The goal of this project is to provide implementations of string distance and minimum description length algorithms toward practical problems.
String searching and distance algorithms have been around since the 60s. Implementations of classical computational pseudocode are commonplace in introductory cs courses. Still, few people seem to think of it when approaching their programming challenges. I started this project to illustrate how exciting string matching is, and how it can be enbedded in common applications. The example below is for validating an email address. The difference in this case is that the example shows how to correct typos from a dictionary of common domain names.
The example is written entirely in javascript.
The best way to get this code is to view the source on this page and copy. Low tech, but it works for me.

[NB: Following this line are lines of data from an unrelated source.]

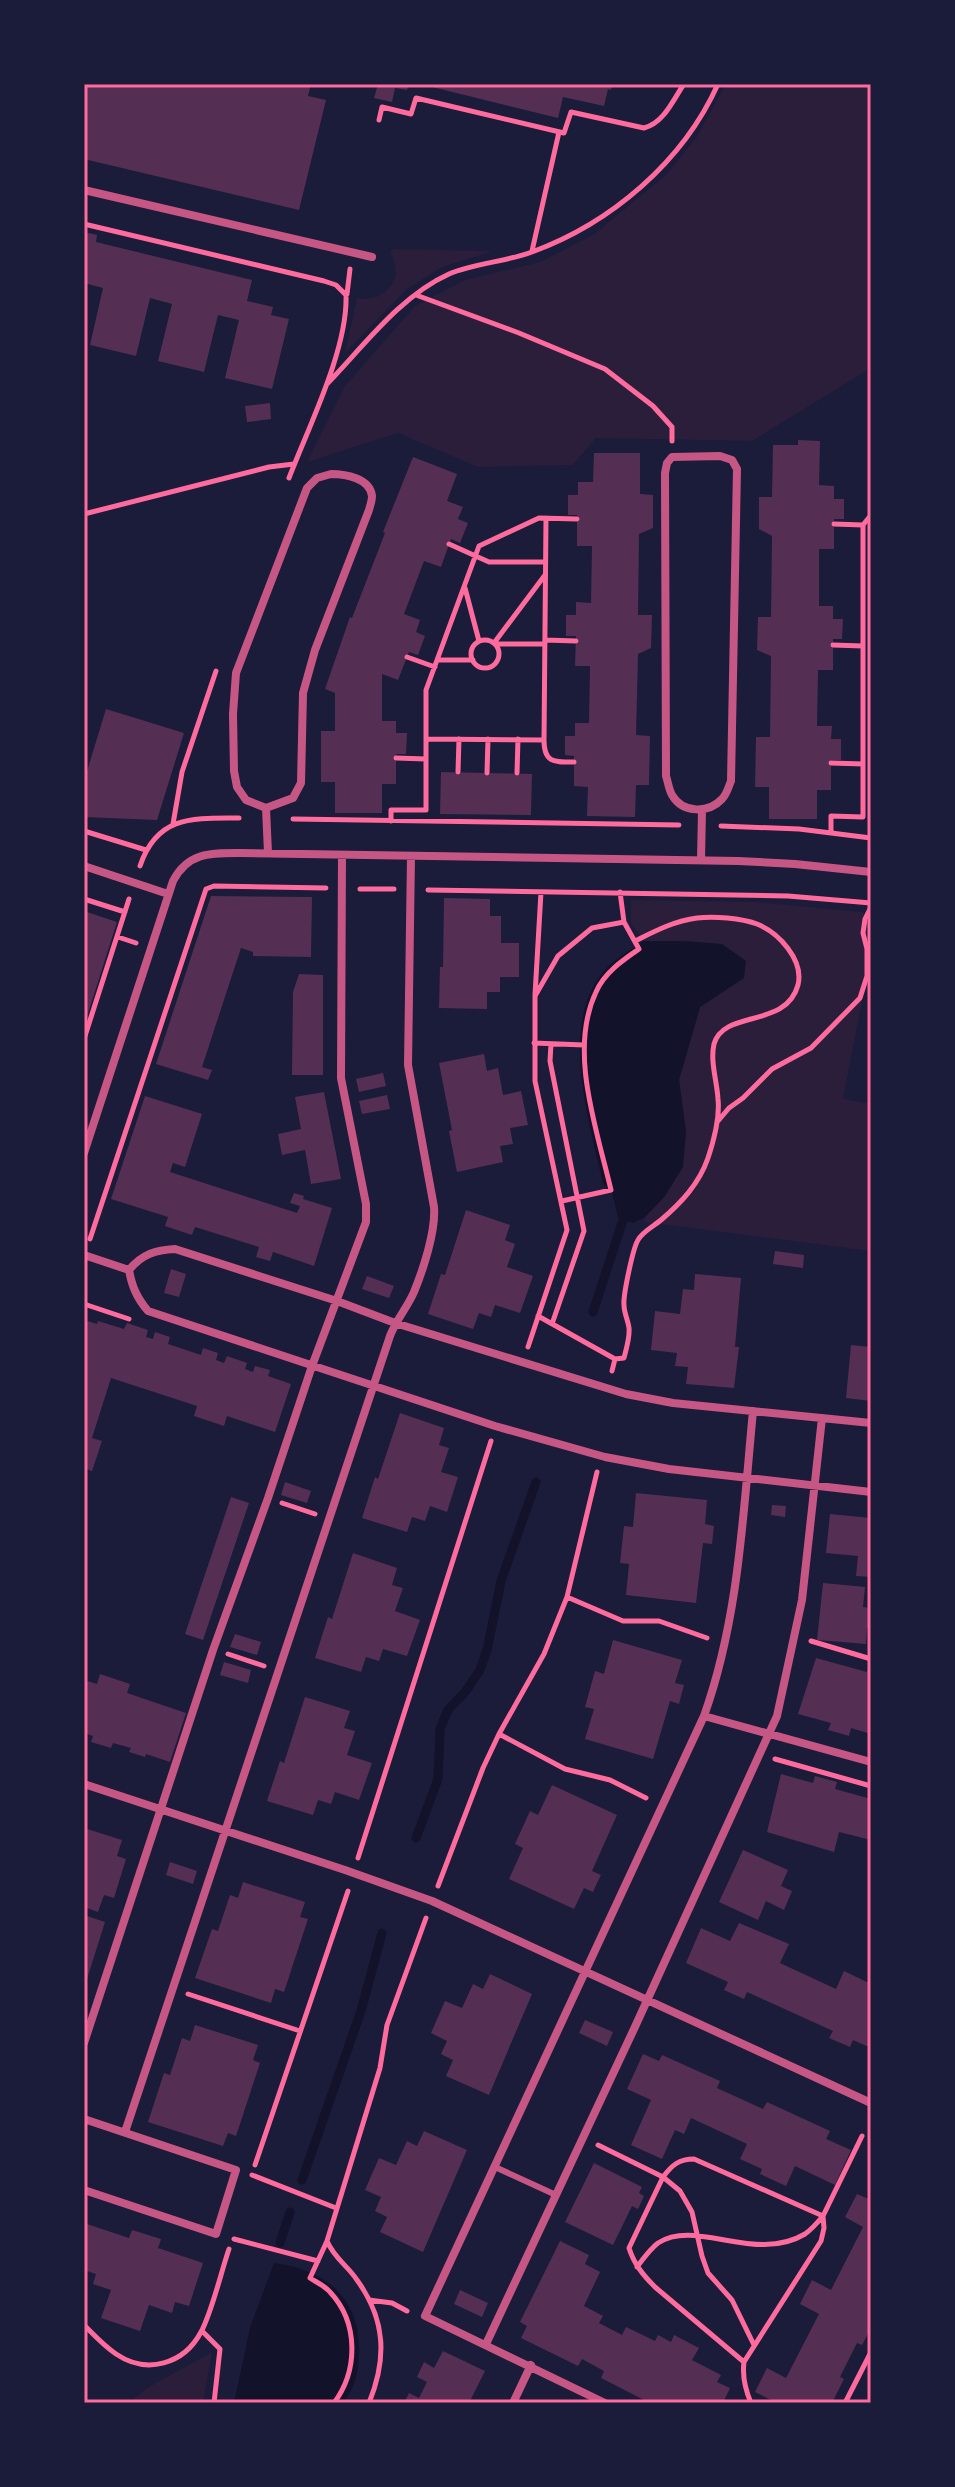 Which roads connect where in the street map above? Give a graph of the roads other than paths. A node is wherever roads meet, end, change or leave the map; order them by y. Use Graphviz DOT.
graph roads {
  1 [pos="84,190"];
  2 [pos="372,257"];
  3 [pos="266,808"];
  4 [pos="702,810"];
  5 [pos="268,853"];
  6 [pos="342,855"];
  7 [pos="411,856"];
  8 [pos="701,860"];
  9 [pos="84,866"];
  10 [pos="871,872"];
  11 [pos="168,894"];
  12 [pos="84,1153"];
  13 [pos="84,1255"];
  14 [pos="129,1270"];
  15 [pos="337,1301"];
  16 [pos="395,1323"];
  17 [pos="312,1366"];
  18 [pos="374,1386"];
  19 [pos="753,1411"];
  20 [pos="822,1418"];
  21 [pos="871,1423"];
  22 [pos="746,1478"];
  23 [pos="814,1486"];
  24 [pos="871,1492"];
  25 [pos="704,1716"];
  26 [pos="770,1734"];
  27 [pos="871,1762"];
  28 [pos="84,1784"];
  29 [pos="161,1810"];
  30 [pos="226,1831"];
  31 [pos="585,1972"];
  32 [pos="648,1999"];
  33 [pos="84,2043"];
  34 [pos="871,2103"];
  35 [pos="84,2119"];
  36 [pos="125,2132"];
  37 [pos="495,2167"];
  38 [pos="84,2190"];
  39 [pos="556,2195"];
  40 [pos="486,2344"];
  41 [pos="531,2365"];
  42 [pos="513,2403"];
  43 [pos="605,2403"];
  1 -- 2 [label="street"];
  3 -- 3 [label="street"];
  3 -- 5 [label="street"];
  4 -- 4 [label="street"];
  4 -- 8 [label="street"];
  5 -- 6 [label="street"];
  5 -- 11 [label="street"];
  6 -- 7 [label="street"];
  6 -- 15 [label="street"];
  7 -- 8 [label="street"];
  7 -- 16 [label="street"];
  8 -- 10 [label="street"];
  9 -- 11 [label="street"];
  11 -- 12 [label="street"];
  13 -- 14 [label="street"];
  14 -- 15 [label="street"];
  14 -- 17 [label="street"];
  15 -- 16 [label="street"];
  15 -- 17 [label="street"];
  16 -- 18 [label="street"];
  16 -- 19 [label="street"];
  17 -- 18 [label="street"];
  17 -- 29 [label="street"];
  18 -- 22 [label="street"];
  18 -- 30 [label="street"];
  19 -- 20 [label="street"];
  19 -- 22 [label="street"];
  20 -- 21 [label="street"];
  20 -- 23 [label="street"];
  22 -- 23 [label="street"];
  22 -- 25 [label="street"];
  23 -- 24 [label="street"];
  23 -- 26 [label="street"];
  25 -- 26 [label="street"];
  25 -- 31 [label="street"];
  26 -- 27 [label="street"];
  26 -- 32 [label="street"];
  28 -- 29 [label="street"];
  29 -- 30 [label="street"];
  29 -- 33 [label="street"];
  30 -- 31 [label="street"];
  30 -- 36 [label="street"];
  31 -- 32 [label="street"];
  31 -- 37 [label="street"];
  32 -- 34 [label="street"];
  32 -- 39 [label="street"];
  35 -- 36 [label="street"];
  36 -- 38 [label="street"];
  37 -- 39 [label="lane"];
  37 -- 40 [label="street"];
  39 -- 40 [label="street"];
  40 -- 41 [label="street"];
  41 -- 42 [label="street"];
  41 -- 43 [label="street"];
} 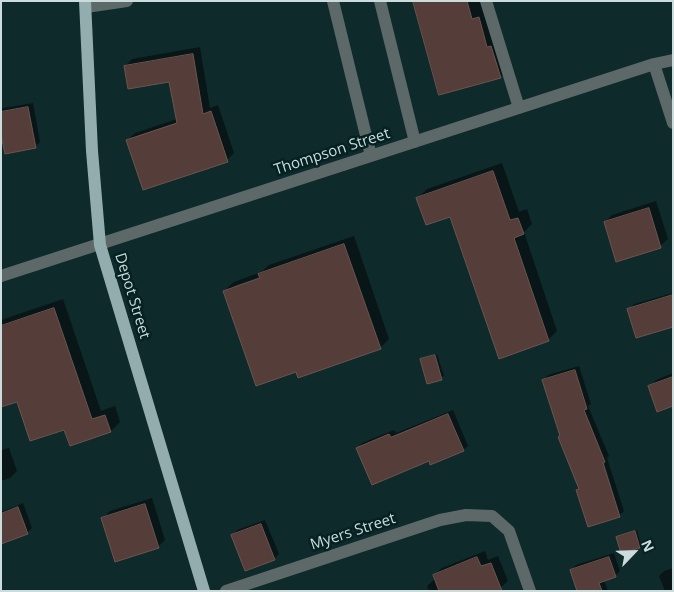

Almost every web application asks the user for their email address so this can be pretty useful. It turns out that a large fraction of the world's email addresses can be aggregated into a fairly short list. There are currently words in the dictionary used in this application. We need to keep this dictionary relatively small to maintain performance as the runtime is linearly proportional to dictionary length. Still, even though the domain dictionary is fairly small, and this example is mostly an exercise, I think a case can be made for it's usefulness. If you really want to see the string matching in action, turn on the DEBUG flag.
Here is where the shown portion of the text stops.